Menurut Eddy, TPP yang terjadi di NTT antara lain bom ikan, penggunaan bahan kimia berbahaya, kapal-kapal yang tidak laik operasi juga penertiban rumpon tak berizin. Bom ikan biasa terjadi di Kabupaten Rote Ndao, Sabu Raijua, TTU, Belu, Larantuka, Ende, SBD, Sumba Barat, Manggarai Barat dan Alor.
"Setidaknya dari tahun 2015-2016 ada sekitar 10 kali laporan masyarakat. Namun belum bisa ditindaklanjuti karena barang buktinya tak ada dan sarana prasarana juga belum memadai," kata Eddy.
Apalagi para pelaku memiliki sarana yang baik, termasuk memiliki senjata. Jika petugas melakukan penertiban dengan tangan kosong hal ini tentu membahayakan nyawa petugas.
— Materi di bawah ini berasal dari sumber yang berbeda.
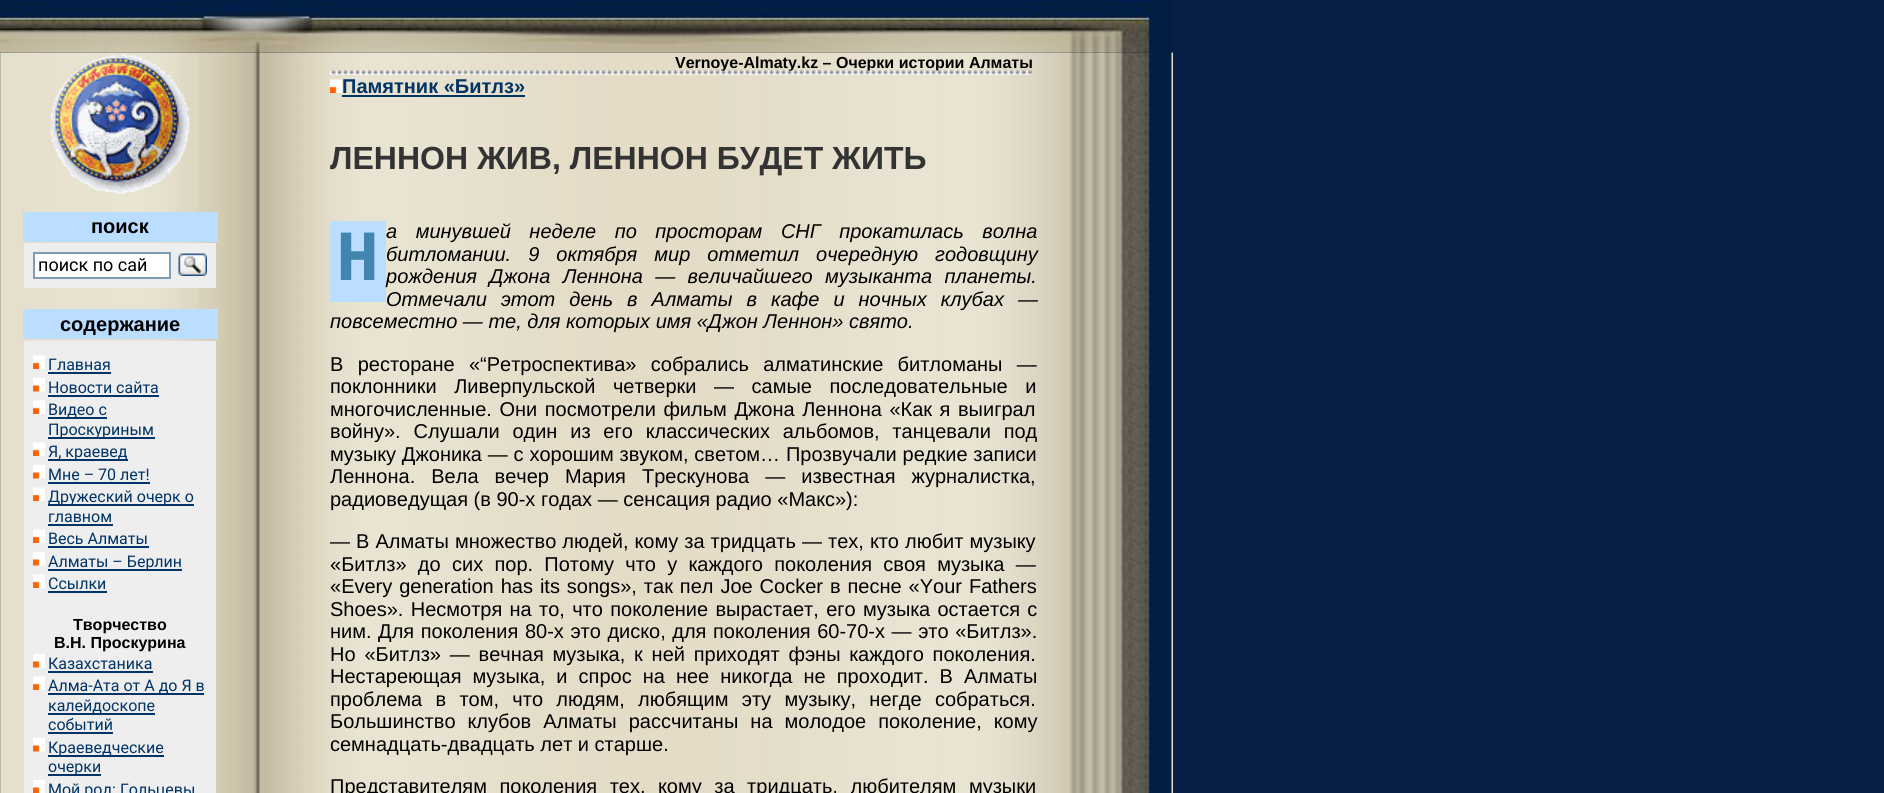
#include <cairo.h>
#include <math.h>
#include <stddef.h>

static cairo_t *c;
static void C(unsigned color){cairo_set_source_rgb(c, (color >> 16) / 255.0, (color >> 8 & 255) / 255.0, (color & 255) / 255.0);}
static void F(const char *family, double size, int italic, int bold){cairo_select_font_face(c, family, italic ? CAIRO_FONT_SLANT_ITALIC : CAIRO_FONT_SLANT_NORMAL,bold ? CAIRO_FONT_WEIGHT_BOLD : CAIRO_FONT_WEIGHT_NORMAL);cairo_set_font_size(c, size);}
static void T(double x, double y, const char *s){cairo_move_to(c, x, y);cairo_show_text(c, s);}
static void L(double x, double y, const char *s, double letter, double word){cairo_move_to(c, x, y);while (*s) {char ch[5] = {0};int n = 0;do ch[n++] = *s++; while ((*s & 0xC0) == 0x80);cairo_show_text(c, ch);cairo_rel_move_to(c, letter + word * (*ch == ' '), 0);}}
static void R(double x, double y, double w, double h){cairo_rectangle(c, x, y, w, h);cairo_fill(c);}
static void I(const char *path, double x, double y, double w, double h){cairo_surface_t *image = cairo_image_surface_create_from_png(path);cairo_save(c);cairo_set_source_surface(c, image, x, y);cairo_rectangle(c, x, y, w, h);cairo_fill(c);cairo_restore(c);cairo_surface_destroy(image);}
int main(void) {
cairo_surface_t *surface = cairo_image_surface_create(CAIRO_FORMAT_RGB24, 1884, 793);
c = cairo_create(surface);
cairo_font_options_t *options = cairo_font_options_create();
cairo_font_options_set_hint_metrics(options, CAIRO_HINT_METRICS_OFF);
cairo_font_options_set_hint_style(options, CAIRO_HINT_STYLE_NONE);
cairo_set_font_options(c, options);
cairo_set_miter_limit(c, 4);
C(0x071e47);
cairo_paint(c);
I("2.png",0,52,1173,741);
I("1.png",0,0,1172,53);
I("3.png",50,54,140,140);
C(0xbbddff);
R(23,212,195,30);
F("Liberation Sans",20,0,1);
C(0x000000);
T(91,233,"поиск");
C(0xeeeeee);
R(24,243,192,45);
C(0xffffff);
cairo_rectangle(c,34,253,136,25);
cairo_fill_preserve(c);
C(0x7f9db9);
cairo_stroke(c);
F("Roboto",18,0,0);
C(0x000000);
T(38,271,"поиск по сай");
I("4.png",178,253,29,23);
C(0xbbddff);
R(23,309,195,30);
F("Liberation Sans",20,0,1);
C(0x000000);
T(60,331,"содержание");
C(0xeeeeee);
R(24,341,192,452);
I("5.png",33,355,12,14);
F("Roboto",16,0,0);
C(0x003366);
T(48,370,"Главная");
R(48,372,63,2);
I("6.png",33,378,12,14);
T(48,393,"Новости сайта");
R(48,395,111,2);
I("5.png",33,400,12,14);
R(48,417,59,2);
T(48,415,"Видео с");
R(48,437,107,2);
T(48,435,"Проскуриным");
I("5.png",33,442,12,14);
R(48,459,80,2);
T(48,457,"Я, краевед");
I("6.png",33,465,12,14);
T(48,480,"Мне – 70 лет!");
R(48,482,102,2);
I("5.png",33,487,12,14);
R(48,504,146,2);
T(48,502,"Дружеский очерк о");
T(48,522,"главном");
R(48,524,65,2);
I("5.png",33,529,12,14);
T(48,544,"Весь Алматы");
R(48,546,101,2);
I("6.png",33,552,12,14);
R(48,569,134,2);
T(48,567,"Алматы – Берлин");
I("5.png",33,574,12,14);
T(48,589,"Ссылки");
R(48,591,59,2);
F("Liberation Sans",16,0,1);
C(0x000000);
T(73,630,"Творчество");
T(54,648,"В.Н. Проскурина");
I("6.png",33,654,12,14);
F("Roboto",16,0,0);
C(0x003366);
T(48,669,"Казахстаника");
R(48,671,105,2);
I("5.png",33,676,12,14);
R(48,693,156,2);
T(48,691,"Алма-Ата от А до Я в");
R(48,713,107,2);
T(48,711,"калейдоскопе");
T(48,730,"событий");
R(48,732,65,2);
I("6.png",33,738,12,14);
R(48,755,116,2);
T(48,753,"Краеведческие");
R(48,774,53,2);
T(48,772,"очерки");
I("7.png",33,780,12,13);
T(48,795,"Мой род: Гольцевы");
F("Liberation Sans",16,0,1);
C(0x000000);
T(675,68,"Vernoye-Almaty.kz – Очерки истории Алматы");
I("8.png",330,70,702,5);
I("9.png",330,79,12,14);
F("Liberation Sans",20,0,1);
C(0x003366);
T(342,93,"Памятник «Битлз»");
R(342,95,183,2);
F("Liberation Sans",32,0,1);
C(0x333333);
T(330,169,"ЛЕННОН ЖИВ, ЛЕННОН БУДЕТ ЖИТЬ");
C(0xbbddff);
R(330,221,56,81);
F("Liberation Mono",72,0,1);
C(0x4285af);
T(336,280,"Н");
F("Liberation Sans",20,1,0);
C(0x000000);
L(386,238,"а минувшей неделе по просторам СНГ прокатилась волна",0,13);
L(386,261,"битломании. 9 октября мир отметил очередную годовщину",0,11.5);
L(386,283,"рождения Джона Леннона — величайшего музыканта планеты.",0,6.75);
L(386,306,"Отмечали этот день в Алматы в кафе и ночных клубах —",0,8.5);
T(330,328,"повсеместно — те, для которых имя «Джон Леннон» свято.");
F("Liberation Sans",20,0,0);
L(330,371,"В ресторане «“Ретроспектива» собрались алматинские битломаны —",0,8.75);
L(330,393,"поклонники Ливерпульской четверки — самые последовательные и",0,12);
L(330,416,"многочисленные. Они посмотрели фильм Джона Леннона «Как я выиграл",0,2);
L(330,438,"войну». Слушали один из его классических альбомов, танцевали под",0,7.25);
L(330,461,"музыку Джоника — с хорошим звуком, светом… Прозвучали редкие записи",0,.25);
L(330,483,"Леннона. Вела вечер Мария Трескунова — известная журналистка,",0,10.5);
T(330,506,"радиоведущая (в 90-х годах — сенсация радио «Макс»):");
L(330,548,"— В Алматы множество людей, кому за тридцать — тех, кто любит музыку",0,.5);
L(330,571,"«Битлз» до сих пор. Потому что у каждого поколения своя музыка —",0,5.75);
L(330,593,"«Every generation has its songs», так пел Joe Cocker в песне «Your Fathers",0,1.4);
L(330,616,"Shoes». Несмотря на то, что поколение вырастает, его музыка остается с",0,1.75);
L(330,638,"ним. Для поколения 80-х это диско, для поколения 60-70-х — это «Битлз».",0,1);
L(330,661,"Но «Битлз» — вечная музыка, к ней приходят фэны каждого поколения.",0,3.25);
L(330,683,"Нестареющая музыка, и спрос на нее никогда не проходит. В Алматы",0,5.5);
L(330,706,"проблема в том, что людям, любящим эту музыку, негде собраться.",0,7.75);
L(330,728,"Большинство клубов Алматы рассчитаны на молодое поколение, кому",0,6.5);
T(330,751,"семнадцать-двадцать лет и старше.");
L(330,793,"Представителям поколения тех, кому за тридцать, любителям музыки",0,7);
cairo_surface_write_to_png(surface, "o.png");
cairo_font_options_destroy(options);
cairo_destroy(c);
cairo_surface_destroy(surface);
return 0;
}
Ke depan pihaknya akan membangun koordinasi yang lebih baik. "Kami ada rencana membuat call center. Juga mengaktifkan kembali forum koordinasi penegakan hukum di bidang DKP yang selama ini belum berjalan maksimal," aku Eddy.
Menurut informasi dari masyarakat, demikian Eddy, rumpon yang dipasang di perairan NTT bagian selatan itu antara lain di Kolbano, selatan Rote Ndao, perairan selatan Sabu Raijua dan selatan Sumba.
"Prediksi ada 500-an rumpon ilegal di selatan NTT karena di wilayah itu minim pengawasan. Rumpon itu diduga milik nelayan dari Bali, NTB, Jawa Timur khususnya Probolinggo dan sejumlah nelayan lokal," katanya.
Untuk perairan Kolbano di Pulau Timor bagian selatan, Eddy mengaku sulit menertibkan karena biasanya pelaku lari ke wilayah Timor Leste.
"Kami tidak bisa kejar sampai ke perairan Timor Leste karena hingga saat ini belum ada MoU antara Indonesia (NTT) dengan Negara Timor Leste," jelasnya.
Eddy menambahkan, akhir Juni 2016 lalu, dilakukan operasi penertiban di laut oleh kapal ORCA 04 yang melibatkan tim terpadu. Operasi itu berhasil memusnahkan empat rumpon ilegal milik nelayan luar NTT.
Mengenai penggunaan alat tangkap ramah lingkungan oleh nelayan di rumpon, kata Eddy, selama ini nelayan NTT menggunakan tangkap yang sederhana.
Misalnya pancing tonda, pacing ulur, rawe dasar, pole and line yang menggunakan mata kail. Namun, nelayan luar NTT yang punya kapal besar, sering kali menggunakan alat tangkap purse seine (pukat cincin). (vel)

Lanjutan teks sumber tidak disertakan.